A lot of the things I make start out as desperate attempts to not waste the resources I have. I really hate to see my lovingly grown vegetables thrown into the compost pile at the end of the season just because I planted too much. And that is exactly how I happened on one of my most successful and coveted products, pepper jelly.

I have always planted my garden to make salsa and marinara sauce. A few years ago I started planting peppers- Jalapeno, Serrano and a few others- to round out the flavor of my salsa. It turned out they are pretty easy to grow. I started dehydrating and freezing them for use throughout the year but began to accumulate bags of dehydrated peppers in my freezer.

P1010609My copy of the Ball, Blue Book, Guide to Preserving, lives within easy reach in my kitchen and I really needed to do something with all the peppers I was stockpiling, so I started looking at pepper recipes and became intrigued with the pepper jelly. I use the Blue Book to guide me through making jelly, but I ended up finding the recipe for Jalapeno Pepper Jelly on SimplyRecipies. Now, my daughter and I are not big fans of jelly, we just don’t eat it, but pepper jelly is different- it is savory and wonderful with a French cream cheese on a cracker.

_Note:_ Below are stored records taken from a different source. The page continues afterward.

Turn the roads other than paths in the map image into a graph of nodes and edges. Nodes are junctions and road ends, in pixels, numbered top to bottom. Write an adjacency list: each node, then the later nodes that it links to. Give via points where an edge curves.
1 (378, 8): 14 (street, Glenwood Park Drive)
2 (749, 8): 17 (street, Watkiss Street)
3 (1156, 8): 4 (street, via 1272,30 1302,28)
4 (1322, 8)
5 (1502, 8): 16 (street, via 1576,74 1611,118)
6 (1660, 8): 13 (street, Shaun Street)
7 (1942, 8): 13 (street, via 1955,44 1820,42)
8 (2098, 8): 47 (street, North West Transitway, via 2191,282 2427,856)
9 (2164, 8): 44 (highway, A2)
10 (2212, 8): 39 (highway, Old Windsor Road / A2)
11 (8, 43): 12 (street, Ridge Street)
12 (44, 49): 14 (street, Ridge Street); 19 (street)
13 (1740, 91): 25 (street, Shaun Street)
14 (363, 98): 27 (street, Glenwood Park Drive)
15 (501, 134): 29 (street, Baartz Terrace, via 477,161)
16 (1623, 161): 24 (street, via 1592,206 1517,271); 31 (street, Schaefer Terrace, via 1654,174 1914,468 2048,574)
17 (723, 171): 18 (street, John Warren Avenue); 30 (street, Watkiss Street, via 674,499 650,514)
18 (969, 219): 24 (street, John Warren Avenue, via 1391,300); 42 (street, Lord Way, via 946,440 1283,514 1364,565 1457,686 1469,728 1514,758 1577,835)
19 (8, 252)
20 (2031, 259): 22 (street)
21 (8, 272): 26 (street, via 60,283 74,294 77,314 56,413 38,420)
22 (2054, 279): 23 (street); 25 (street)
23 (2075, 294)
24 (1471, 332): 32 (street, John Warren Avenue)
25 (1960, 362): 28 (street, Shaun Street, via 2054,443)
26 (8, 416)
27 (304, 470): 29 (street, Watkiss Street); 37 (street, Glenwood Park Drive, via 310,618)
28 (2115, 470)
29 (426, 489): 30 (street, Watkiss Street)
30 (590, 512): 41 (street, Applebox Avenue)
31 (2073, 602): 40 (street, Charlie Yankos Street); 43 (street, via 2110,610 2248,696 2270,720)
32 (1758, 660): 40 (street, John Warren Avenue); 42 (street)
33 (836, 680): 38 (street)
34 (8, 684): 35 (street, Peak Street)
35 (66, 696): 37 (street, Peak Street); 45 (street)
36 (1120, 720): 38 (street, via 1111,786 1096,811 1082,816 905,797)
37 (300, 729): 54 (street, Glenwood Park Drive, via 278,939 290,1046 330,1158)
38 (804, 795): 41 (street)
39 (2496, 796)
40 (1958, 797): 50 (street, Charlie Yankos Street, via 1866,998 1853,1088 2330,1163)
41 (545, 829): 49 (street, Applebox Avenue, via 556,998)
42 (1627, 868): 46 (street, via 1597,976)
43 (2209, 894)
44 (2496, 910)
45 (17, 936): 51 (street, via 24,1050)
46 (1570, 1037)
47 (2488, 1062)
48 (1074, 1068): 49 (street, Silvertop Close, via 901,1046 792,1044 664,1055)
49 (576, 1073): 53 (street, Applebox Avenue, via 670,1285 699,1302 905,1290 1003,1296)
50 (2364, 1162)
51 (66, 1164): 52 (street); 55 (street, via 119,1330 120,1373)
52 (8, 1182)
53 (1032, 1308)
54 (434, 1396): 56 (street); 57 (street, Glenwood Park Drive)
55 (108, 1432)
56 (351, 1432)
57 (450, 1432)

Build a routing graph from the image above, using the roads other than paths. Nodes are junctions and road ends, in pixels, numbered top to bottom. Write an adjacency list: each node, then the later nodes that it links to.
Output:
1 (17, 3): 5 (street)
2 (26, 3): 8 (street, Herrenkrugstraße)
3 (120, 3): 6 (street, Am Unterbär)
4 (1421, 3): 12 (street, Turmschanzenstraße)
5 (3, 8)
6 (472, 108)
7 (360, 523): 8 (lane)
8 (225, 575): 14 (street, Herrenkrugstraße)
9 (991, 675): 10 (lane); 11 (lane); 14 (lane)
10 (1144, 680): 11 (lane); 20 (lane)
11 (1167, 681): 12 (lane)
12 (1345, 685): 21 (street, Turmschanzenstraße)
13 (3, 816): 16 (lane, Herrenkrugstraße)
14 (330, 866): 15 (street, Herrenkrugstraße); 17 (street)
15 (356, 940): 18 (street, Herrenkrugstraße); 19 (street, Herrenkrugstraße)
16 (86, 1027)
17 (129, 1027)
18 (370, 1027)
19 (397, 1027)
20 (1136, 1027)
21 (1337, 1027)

Everywhere I go it is the hit of the food table and it is a complete and wonderful surprise for people who have never tasted it before!

Of course, I changed up the recipe- that goes without saying!

A great big “THANK YOU!” to my wonderful neighbor, Kathy, who supplies me with cherries from her place in The Dalles! The cherries makes all the difference, along with fresh pressed cider that we make in the fall and freeze.

So here is my coveted Pepper Jelly recipe! It makes 5 to 6 half pints. Enjoy!

Ingredients

5 C Fresh Pressed Cider

3 C Apple Cider Vinegar

1 C Dried Cherries (I have a mix of Bing, Rainier and Pie)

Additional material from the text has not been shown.